## Excerpted data:
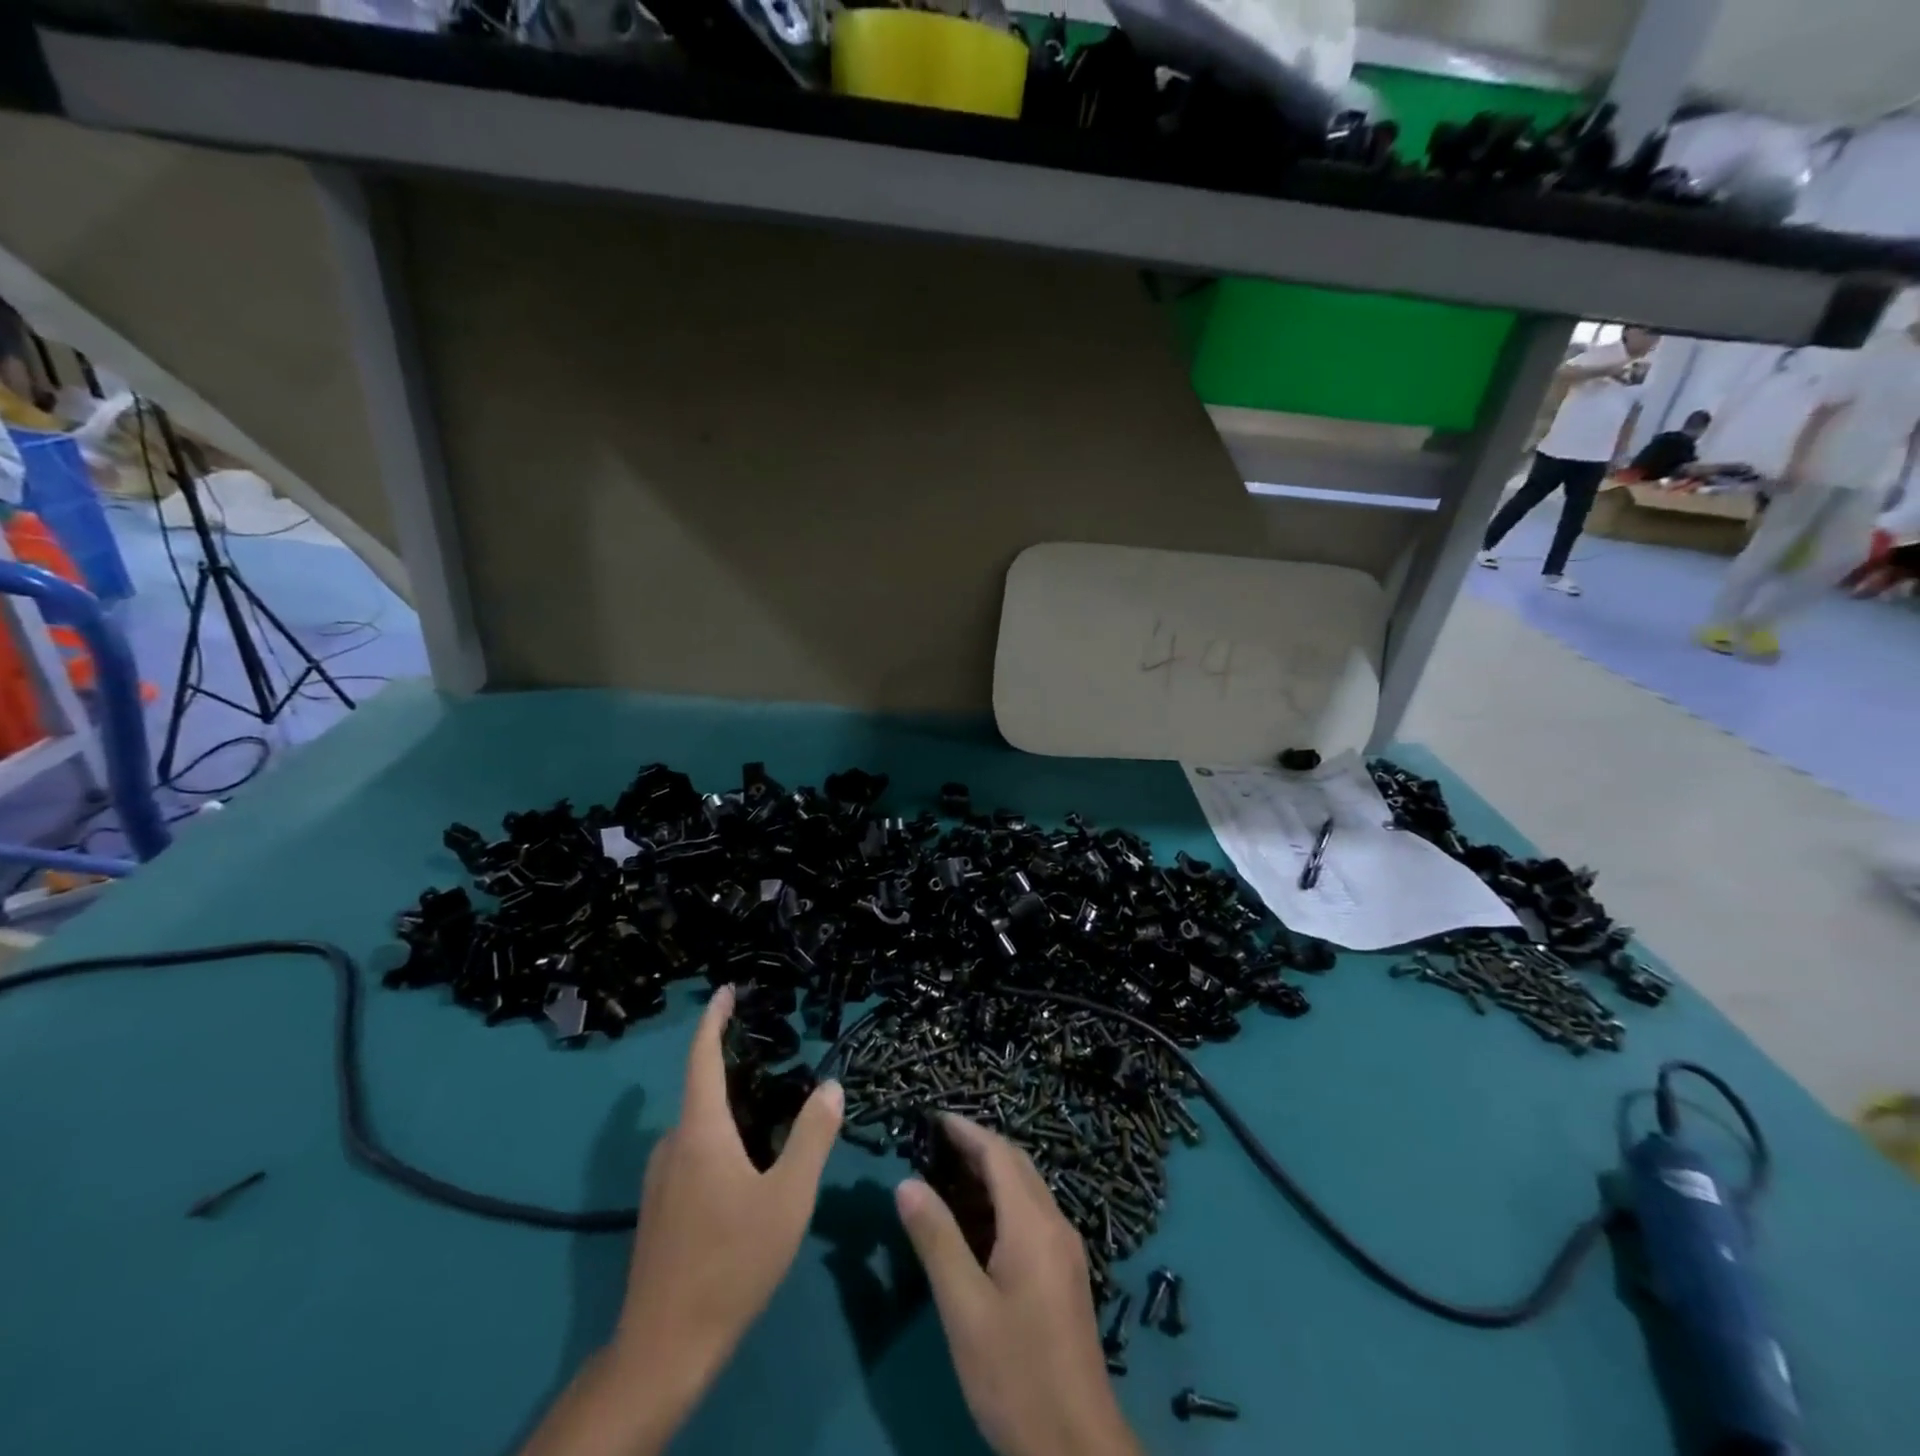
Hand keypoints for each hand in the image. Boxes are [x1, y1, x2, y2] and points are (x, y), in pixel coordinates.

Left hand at [612, 986, 843, 1385]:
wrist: (664, 1348)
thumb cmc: (731, 1262)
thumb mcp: (788, 1197)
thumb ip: (812, 1136)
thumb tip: (831, 1086)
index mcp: (700, 1131)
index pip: (702, 1057)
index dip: (714, 1019)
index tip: (727, 990)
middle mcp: (673, 1144)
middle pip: (704, 1090)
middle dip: (738, 1069)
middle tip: (783, 1063)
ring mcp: (659, 1179)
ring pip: (701, 1127)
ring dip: (733, 1111)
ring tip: (776, 1117)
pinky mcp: (659, 1208)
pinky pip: (693, 1153)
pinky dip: (722, 1141)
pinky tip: (749, 1169)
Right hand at [896, 1117, 1141, 1455]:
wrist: (1077, 1445)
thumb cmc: (1015, 1373)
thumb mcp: (965, 1309)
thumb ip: (937, 1241)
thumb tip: (907, 1182)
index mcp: (1034, 1224)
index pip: (999, 1154)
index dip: (966, 1130)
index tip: (933, 1117)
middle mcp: (1056, 1225)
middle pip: (1017, 1165)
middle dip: (978, 1145)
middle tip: (935, 1143)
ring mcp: (1066, 1250)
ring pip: (1027, 1189)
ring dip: (991, 1173)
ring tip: (947, 1174)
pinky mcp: (1066, 1274)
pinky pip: (1033, 1214)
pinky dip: (1003, 1201)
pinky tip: (977, 1223)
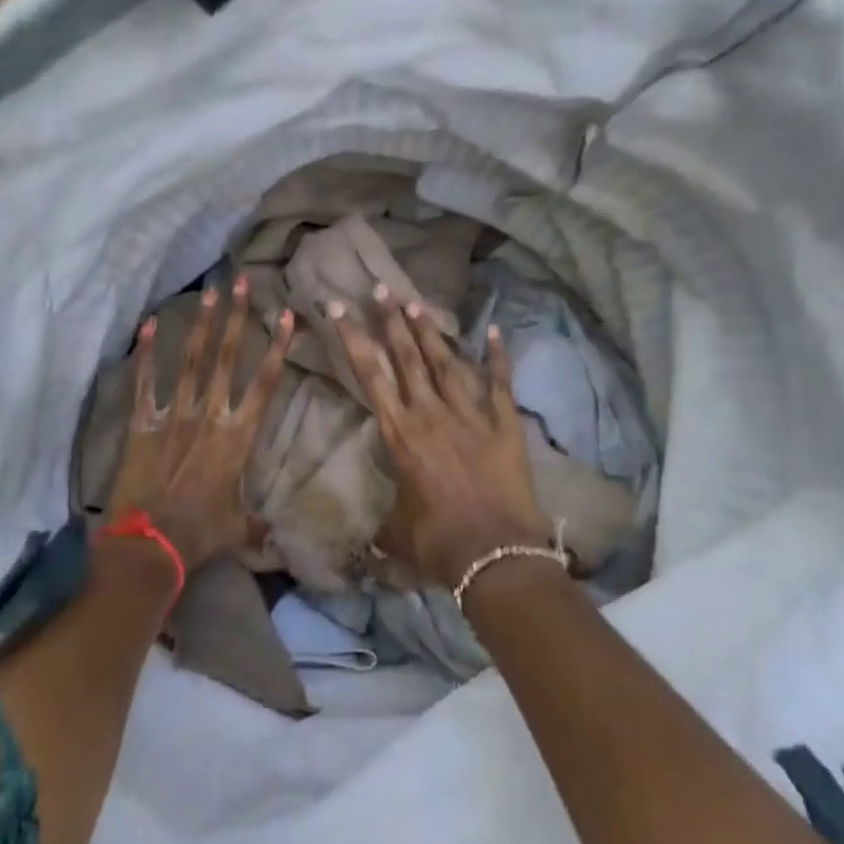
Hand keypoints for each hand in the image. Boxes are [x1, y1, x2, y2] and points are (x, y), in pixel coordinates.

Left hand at [105, 278, 295, 572]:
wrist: (150, 547)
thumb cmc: (201, 536)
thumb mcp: (237, 529)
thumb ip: (256, 525)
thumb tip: (273, 538)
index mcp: (238, 437)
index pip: (265, 383)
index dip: (278, 347)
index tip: (286, 315)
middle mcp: (210, 416)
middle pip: (228, 358)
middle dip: (237, 318)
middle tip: (242, 282)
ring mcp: (175, 416)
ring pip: (192, 361)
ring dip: (202, 325)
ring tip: (210, 292)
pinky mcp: (142, 424)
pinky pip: (145, 383)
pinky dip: (147, 353)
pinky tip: (150, 323)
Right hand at [328, 285, 554, 588]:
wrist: (495, 554)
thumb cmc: (437, 543)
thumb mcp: (397, 534)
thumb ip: (383, 526)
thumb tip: (371, 541)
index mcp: (400, 433)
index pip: (371, 375)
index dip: (353, 339)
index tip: (339, 309)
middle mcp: (431, 413)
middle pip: (407, 357)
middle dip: (391, 321)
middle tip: (381, 289)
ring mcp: (470, 415)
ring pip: (446, 362)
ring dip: (430, 332)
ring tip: (417, 303)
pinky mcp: (504, 424)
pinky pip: (500, 383)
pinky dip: (498, 357)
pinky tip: (495, 330)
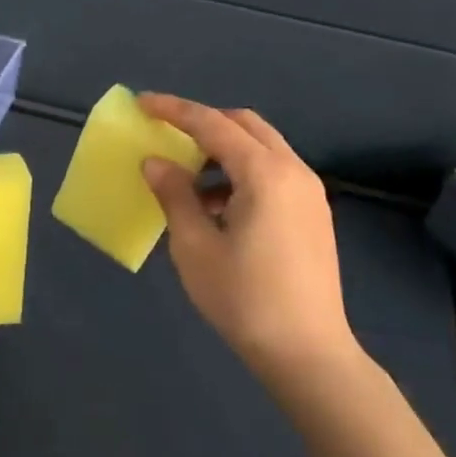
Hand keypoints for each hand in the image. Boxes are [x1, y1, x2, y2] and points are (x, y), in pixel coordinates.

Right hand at [138, 94, 359, 382]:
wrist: (308, 353)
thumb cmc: (244, 298)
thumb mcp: (195, 246)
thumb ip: (174, 195)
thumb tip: (155, 162)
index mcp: (264, 173)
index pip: (212, 124)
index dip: (174, 110)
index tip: (142, 103)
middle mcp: (293, 171)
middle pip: (245, 124)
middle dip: (204, 122)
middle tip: (167, 135)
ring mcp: (309, 192)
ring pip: (262, 147)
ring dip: (223, 149)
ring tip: (188, 178)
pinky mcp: (313, 213)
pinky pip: (273, 172)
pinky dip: (241, 172)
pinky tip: (217, 207)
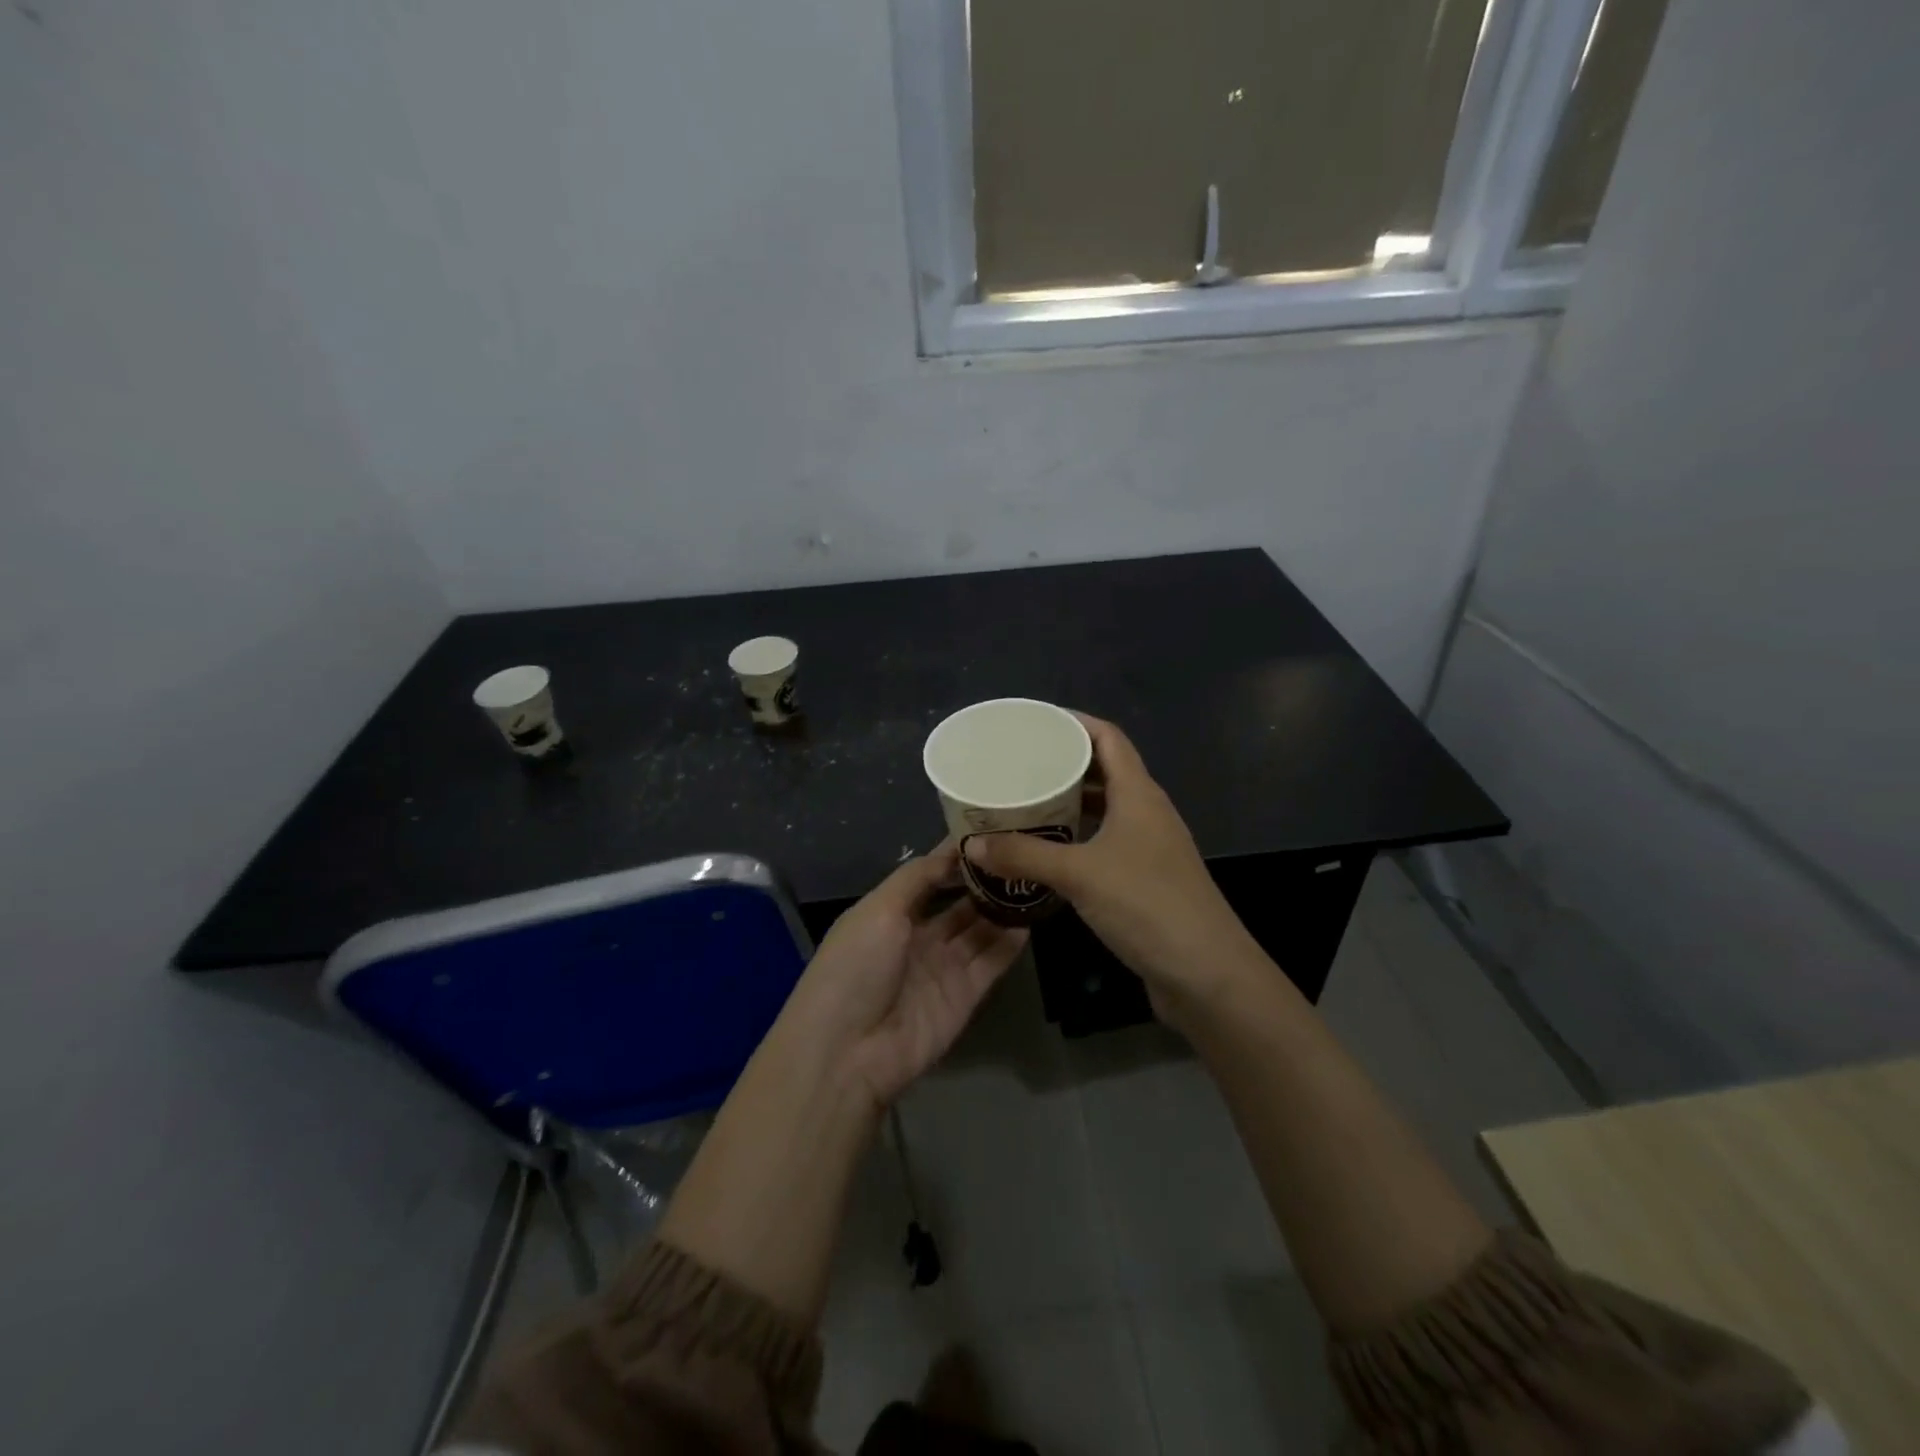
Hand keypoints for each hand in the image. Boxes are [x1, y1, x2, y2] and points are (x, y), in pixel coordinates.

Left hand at [779, 842, 1027, 1108]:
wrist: (849, 1051)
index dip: (956, 855)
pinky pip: (992, 961)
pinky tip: (1032, 916)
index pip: (930, 876)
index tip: (990, 828)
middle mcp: (919, 937)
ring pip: (981, 929)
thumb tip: (953, 849)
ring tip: (1036, 877)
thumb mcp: (879, 909)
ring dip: (1003, 907)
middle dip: (987, 880)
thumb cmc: (855, 967)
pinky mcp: (965, 995)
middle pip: (960, 902)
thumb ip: (917, 877)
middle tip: (1023, 852)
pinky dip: (1011, 941)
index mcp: (890, 913)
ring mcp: (944, 967)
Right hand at [961, 715, 1257, 1019]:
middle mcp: (1147, 812)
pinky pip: (1106, 842)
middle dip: (1064, 764)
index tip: (1035, 722)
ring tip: (1026, 804)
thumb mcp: (1079, 874)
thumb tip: (972, 844)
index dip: (1074, 722)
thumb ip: (1024, 855)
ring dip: (1070, 805)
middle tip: (1018, 766)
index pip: (1108, 738)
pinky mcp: (1147, 879)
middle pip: (1105, 771)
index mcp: (1139, 794)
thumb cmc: (1147, 906)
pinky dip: (1078, 839)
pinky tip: (1049, 854)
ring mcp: (1151, 847)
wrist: (1207, 974)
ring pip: (1105, 810)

## Exercise directions:
Write the entries out in full and exactly, omitting every picture.

## Answer to this task:
Hand keypoints for each hand in the image. Boxes are [x1, y1, x2, y2] and points are (x, y), in pixel coordinates.

Left hand at [612, 986, 843, 1385]:
wrist: (664, 1348)
thumb cmc: (731, 1262)
thumb mcp: (788, 1197)
thumb ip: (812, 1136)
thumb tip: (831, 1086)
index mcp: (700, 1131)
index pip: (702, 1057)
index dip: (714, 1019)
index tip: (727, 990)
middle mcp: (673, 1144)
middle pip: (704, 1090)
middle dip: (738, 1069)
middle tip: (783, 1063)
ring mcp: (659, 1179)
ring pip: (701, 1127)
ring dip: (733, 1111)
ring tip: (776, 1117)
pinky mcp: (659, 1208)
pinky pip: (693, 1153)
pinky dip: (722, 1141)
pinky tip: (749, 1169)
Right hand at [896, 1117, 1141, 1455]:
wrist: (1077, 1445)
thumb cmc: (1015, 1373)
thumb mcp: (965, 1309)
thumb ip: (937, 1241)
thumb tip: (907, 1182)
index mcp: (1034, 1224)
index pip: (999, 1154)
index dip: (966, 1130)
index tip: (933, 1117)
middle mcp: (1056, 1225)
middle pip: (1017, 1165)
middle dip: (978, 1145)
middle tip: (935, 1143)
ring mcp: (1066, 1250)
ring pip: (1027, 1189)
ring dip: (991, 1173)
ring tip: (947, 1174)
pinky mcp: (1066, 1274)
pinky pip: (1033, 1214)
pinky dip: (1003, 1201)
pinky tip: (977, 1223)
Hand keypoints for each hand in the image. Boxes are [x1, y1, x2, y2] and points are (x, y), in pixel coordinates.

Left hand at [105, 278, 295, 572]:
wrist: (150, 547)
thumb cmc: (201, 536)
thumb mcp: (237, 529)
thumb ip: (256, 525)
thumb tip: (273, 538)
index mcp: (238, 437)
index pip: (265, 383)
index dip: (278, 347)
index tip: (286, 315)
middle mcp: (210, 416)
middle pip: (228, 358)
middle dip: (237, 318)
middle tip: (242, 282)
ring mcp: (175, 416)
ring pip: (192, 361)
ring dip: (202, 325)
ring tip: (210, 292)
pinky mcp: (142, 424)
pinky pip: (145, 383)
pinky dip: (147, 353)
pinky tip: (150, 323)
Right hand at [328, 285, 554, 588]:
wrist: (495, 554)
thumb cmc: (437, 543)
thumb mcp: (397, 534)
thumb ip: (383, 526)
thumb tip: (371, 541)
index mcp: (400, 433)
index pip: (371, 375)
index dip: (353, 339)
index tip: (339, 309)
middle mcp: (431, 413)
middle pip: (407, 357)
middle dip: (391, 321)
middle tip: (381, 289)
ring mcp: (470, 415)
ring pip: (446, 362)
ring dip: (430, 332)
ring tip: (417, 303)
pinky mcp: (504, 424)
pinky pip: (500, 383)
pinky dip: (498, 357)
pinky tip: (495, 330)
Hand keypoints for each hand in the image. Boxes are [x1, y1, x2, y2] and points are (x, y), in pixel coordinates.

Right hand at [138, 94, 359, 382]:
wrist: (308, 353)
thumb cmc: (244, 298)
thumb mcp: (195, 246)
thumb ip: (174, 195)
thumb tip: (155, 162)
index mcp: (264, 173)
index pip: (212, 124)
index dip: (174, 110)
index tip: (142, 103)
middle mcp: (293, 171)
middle pip: (245, 124)
middle dip: (204, 122)
middle tip: (167, 135)
ring mcp: (309, 192)
ring pip: (262, 147)
ring dip: (223, 149)
ring tip: (188, 178)
pinky mcp: (313, 213)
pinky pip: (273, 172)
pinky dip: (241, 172)
pinky tip: (217, 207)
Hand keypoints for each hand in the image. Boxes are [x1, y1, x2, y2] and points are (x, y), in pixel coordinates.

Left hand at [779, 842, 1027, 1108]:
wrist: (849, 1051)
index dip: (956, 855)
pinky pip: (992, 961)
pinky tip: (1032, 916)
index pip: (930, 876)
index tip: (990, 828)
middle mcp: (919, 937)
ring pip: (981, 929)
thumb tip: (953, 849)
ring tip: (1036, 877)
thumb mcp: (879, 909)
ring dip: (1003, 907)
middle dip: (987, 880)
thumb cmc: (855, 967)
pinky mcp: (965, 995)
middle pip: (960, 902)
thumb ip: (917, 877)
middle tip: (1023, 852)
pinky dip: (1011, 941)
index mcp: (890, 913)
ring mcp: (944, 967)
Right hand at [961, 715, 1257, 1019]:
middle mcp: (1147, 812)
pinky pip: (1106, 842)
middle dip: (1064, 764)
index tip: (1035, 722)
ring tip: (1026, 804)
thumb mcp: (1079, 874)
thumb tip: (972, 844)
index dip: (1074, 722)
thumb ip: (1024, 855)
ring dip: (1070, 805)
middle tip: (1018, 766)
index pip: (1108, 738)
pinky mcp: (1147, 879)
middle pip: (1105, 771)
index mcp: (1139, 794)
thumb cmc: (1147, 906)
pinky dip: (1078, 839)
pinky tip: (1049, 854)
ring mcp: (1151, 847)
wrist: (1207, 974)
ring pip: (1105, 810)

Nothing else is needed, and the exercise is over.